By staying in that lifestyle after I got a steady job, we put our household into a much more stable state. Even so, lets say I did everything right but didn't have the internet bubble to get me out of underemployed, back into my career and get my salary back to where my education/training was supposed to have put it by year 2000. Lets say I was still working that 20k/year job, with pay raises that roughly equaled inflation, and my wife never made the transition from temp work to professional work. This is actually much more typical than what happened to me. Lets say I was never unemployed, funded my retirement plan at maximum company match and got historical returns for S&P500 for that period.
Today I'd have about 150k in my 401k. That's only about 3 years of our household income, maybe 4 years given it costs less to be retired than to work. It's better than most people seem to do. On the other hand, I'm not yet 50. If the same situation endured for 40 years, which would get me into social security eligibility, I've got a nest egg of about 675k (about 425k in today's dollars)...so about 10 years of savings. Might be enough if social security pays for about half.

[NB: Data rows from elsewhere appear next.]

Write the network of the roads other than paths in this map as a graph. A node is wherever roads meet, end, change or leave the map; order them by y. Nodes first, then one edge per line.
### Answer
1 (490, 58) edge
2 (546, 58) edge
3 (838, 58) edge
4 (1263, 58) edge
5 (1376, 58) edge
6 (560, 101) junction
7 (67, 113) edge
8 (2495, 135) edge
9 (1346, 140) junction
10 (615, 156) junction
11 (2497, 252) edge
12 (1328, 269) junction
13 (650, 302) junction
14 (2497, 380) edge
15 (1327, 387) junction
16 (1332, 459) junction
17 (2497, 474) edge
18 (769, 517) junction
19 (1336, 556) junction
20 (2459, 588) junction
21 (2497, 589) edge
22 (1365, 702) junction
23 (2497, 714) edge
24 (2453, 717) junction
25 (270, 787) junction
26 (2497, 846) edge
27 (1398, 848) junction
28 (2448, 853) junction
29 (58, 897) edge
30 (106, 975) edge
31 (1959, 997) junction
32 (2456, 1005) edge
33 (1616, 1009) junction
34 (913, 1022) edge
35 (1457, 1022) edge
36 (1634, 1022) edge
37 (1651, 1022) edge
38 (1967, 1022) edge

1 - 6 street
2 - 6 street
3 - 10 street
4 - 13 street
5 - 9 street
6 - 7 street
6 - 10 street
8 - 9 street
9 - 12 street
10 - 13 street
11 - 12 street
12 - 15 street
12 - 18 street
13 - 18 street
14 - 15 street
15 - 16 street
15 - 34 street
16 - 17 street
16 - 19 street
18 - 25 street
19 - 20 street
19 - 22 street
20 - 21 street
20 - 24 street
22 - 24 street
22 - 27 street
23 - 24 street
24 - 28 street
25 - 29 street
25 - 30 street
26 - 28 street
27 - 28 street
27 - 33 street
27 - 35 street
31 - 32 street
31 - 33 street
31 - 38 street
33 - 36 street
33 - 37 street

However...that assumes I live the same lifestyle I lived as a childless young man for 40 years, with a significant income from my partner, and no income interrupted for longer than our income protection/emergency fund could handle.
Should I somehow be able to afford the IRS limits (about 16k of my money+4.5k match for 401k, another 11k for Roth IRAs) the equation changes considerably. But that reduces a 60k before-tax income for our household to 33k...that would put us back into "housesharing with friends for 40 years" territory.
Bottom line
Retirement savings is a luxury for those who are making enough to not incur debt or have to raid their retirement fund while still meeting all other obligations. It takes a LONG time of steady contributions and compounding interest to get enough money to make a difference in retirement (25 years isn't enough....really it takes 40 years if you're at the inflection point where starting to save is possible but you can't max out IRS limits of contributions).

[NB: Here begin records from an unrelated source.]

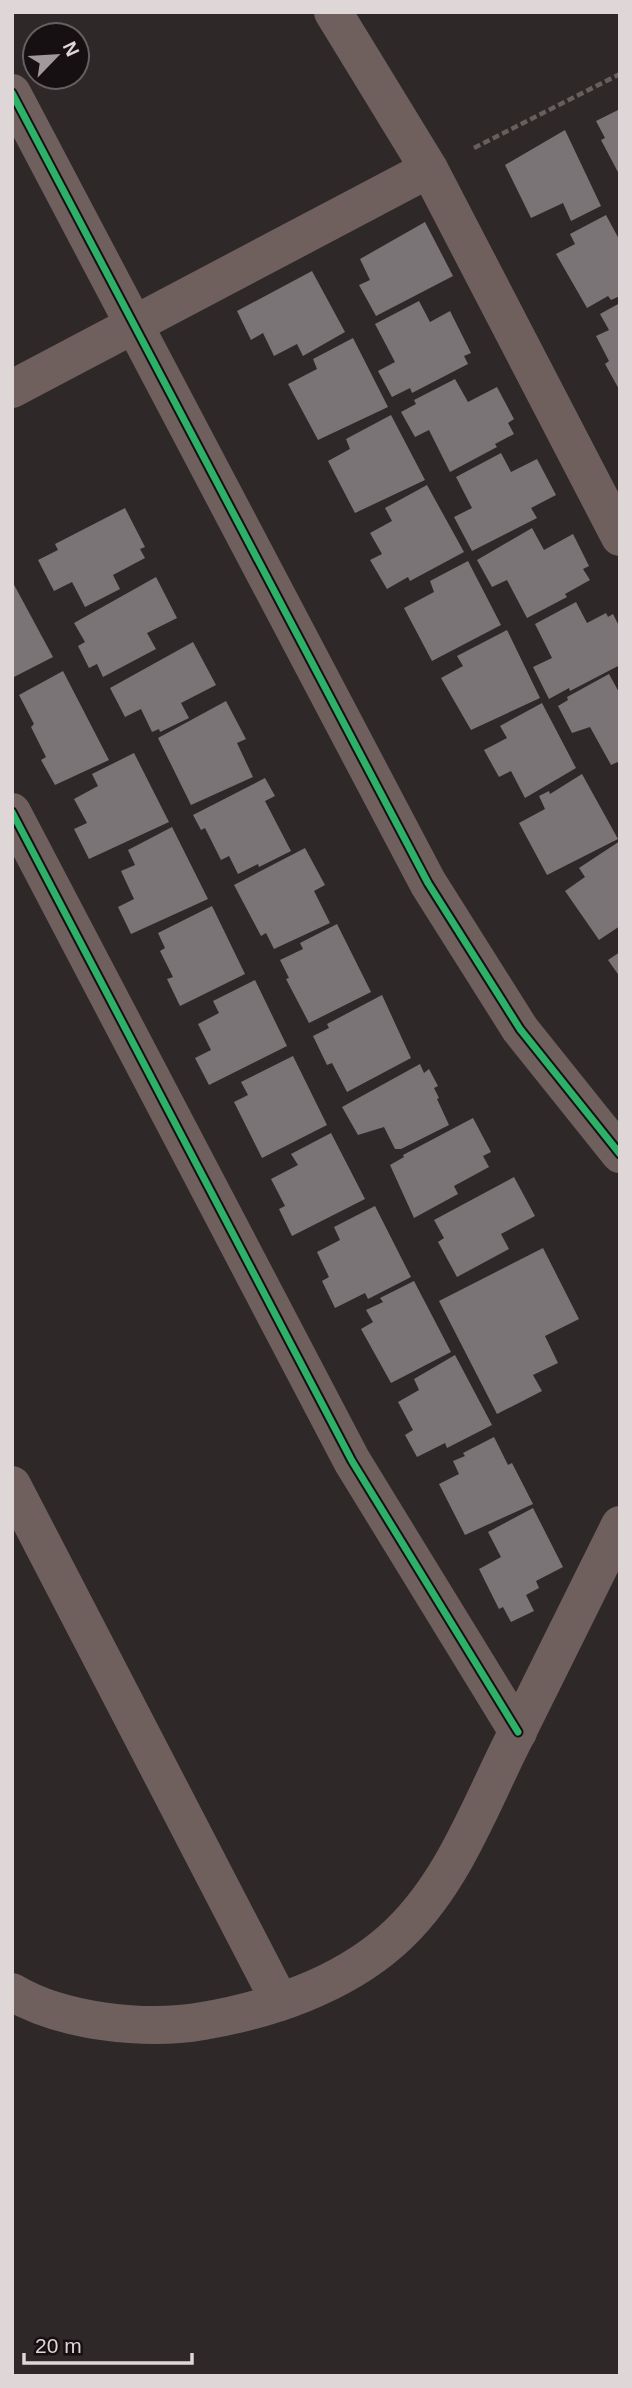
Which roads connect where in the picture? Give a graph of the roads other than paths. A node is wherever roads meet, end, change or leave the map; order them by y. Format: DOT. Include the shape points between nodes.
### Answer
graph roads {
  1 [pos="333,12"];
  2 [pos="12,93"];
  3 [pos="429,169"];
  4 [pos="135,327"];
  5 [pos="12,389"];
  6 [pos="620,537"];
  7 [pos="12,812"];
  8 [pos="620,1154"];
  9 [pos="12,1485"];
  10 [pos="620,1525"];
  11 [pos="518,1732"];
  12 [pos="12,1992"];
  13 [pos="280,2002"];
  1 -- 3 [label="street"];
  2 -- 4 [label="street"];
  3 -- 4 [label="street"];
  3 -- 6 [label="street"];
  4 -- 5 [label="street"];
  4 -- 8 [label="street" via="428,883 520,1029"];
  7 -- 11 [label="street" via="352,1461"];
  9 -- 13 [label="street"];
  10 -- 11 [label="street"];
  11 -- 13 [label="street" via="446,1878 391,1941 334,1979"];
  12 -- 13 [label="street" via="29,2002 97,2020 175,2026"];
}
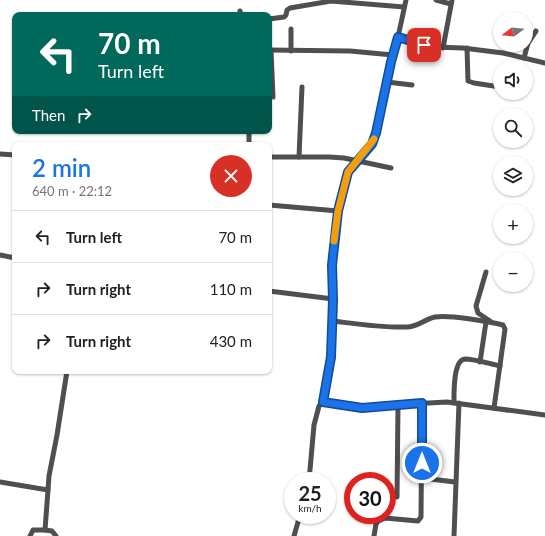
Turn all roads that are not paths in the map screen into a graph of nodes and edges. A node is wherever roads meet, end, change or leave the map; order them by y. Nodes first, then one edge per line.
1 (406, 0) edge
2 (436, 0) edge
3 (331, 1) edge
4 (451, 2) edge
5 (404, 7) junction
6 (272, 19) edge
7 (291, 29) dead end
8 (536, 31) dead end
9 (398, 37) junction
10 (443, 48) junction
11 (467, 48) junction
12 (272, 50) edge
13 (291, 51) junction
14 (393, 55) junction
15 (524, 58) junction
16 (545, 63) edge
17 (272, 81) edge
18 (387, 82) junction
19 (412, 85) dead end
20 (493, 85) edge
21 (302, 87) dead end
22 (273, 97) dead end
23 (0, 154) edge
24 (12, 156) edge
25 (272, 157) edge
26 (299, 157) junction
27 (358, 160) junction
28 (391, 168) dead end
29 (272, 205) edge
30 (338, 211) junction
31 (0, 255) edge
32 (12, 257) edge
33 (486, 272) dead end
34 (272, 291) edge
35 (333, 300) junction
36 (333, 321) junction
37 (486, 322) junction
38 (493, 323) junction
39 (480, 362) junction
40 (500, 366) junction
41 (67, 374) edge
42 (323, 402) junction
43 (422, 403) junction
44 (456, 403) junction
45 (398, 405) junction
46 (494, 408) junction
47 (545, 415) edge
48 (310, 472) edge
49 (422, 478) junction
50 (0, 482) edge
51 (455, 482) junction
52 (48, 490) junction
53 (397, 497) dead end
54 (297, 524) edge
55 (45, 530) junction
56 (30, 536) edge
57 (56, 536) edge
58 (294, 536) edge
59 (374, 536) edge
60 (454, 536) edge

1 - 5 street
2 - 4 street
3 - 5 street
3 - 6 street
4 - 10 street
5 - 9 street
7 - 13 street
8 - 15 street
9 - 10 street
9 - 14 street
10 - 11 street
11 - 15 street
11 - 20 street
12 - 13 street
13 - 14 street
14 - 18 street
15 - 16 street
17 - 22 street
18 - 19 street
18 - 27 street
21 - 26 street
23 - 24 street
25 - 26 street
26 - 27 street
27 - 28 street
27 - 30 street
29 - 30 street
30 - 35 street
31 - 32 street
33 - 38 street
34 - 35 street
35 - 36 street
36 - 37 street
36 - 42 street
37 - 38 street
37 - 39 street
38 - 40 street
39 - 40 street
39 - 44 street
40 - 46 street
41 - 52 street
42 - 45 street
42 - 48 street
43 - 44 street
43 - 45 street
43 - 49 street
44 - 46 street
44 - 51 street
45 - 53 street
46 - 47 street
49 - 51 street
49 - 59 street
50 - 52 street
51 - 60 street
52 - 55 street
54 - 58 street
55 - 56 street
55 - 57 street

Retirement savings is a pretty good deal if you never raid it. In 2009, my savings in those accounts halved. Had I been thrown out of work at the same time, my emergency fund would have lasted about 6 months, and I'd have been looking at either selling my house at the nadir of the housing market...or taking massive penalties and selling retirement fund accounts at the nadir of the stock market. Either way my net worth and eventual retirement prospects would have taken a tremendous blow that simply surviving the next few years without selling either pretty much recovered entirely.
(as I continued to hold my job, all of my extra money went into extending my emergency fund by about a factor of 3...that was a very bad scare. I can now go about 2 years without being forced to sell my home or other assets, and in a 2009 scenario where I sell my home in 2010 instead of 2008-2009 to stay liquid is significantly better than being forced to sell in summer of 2009)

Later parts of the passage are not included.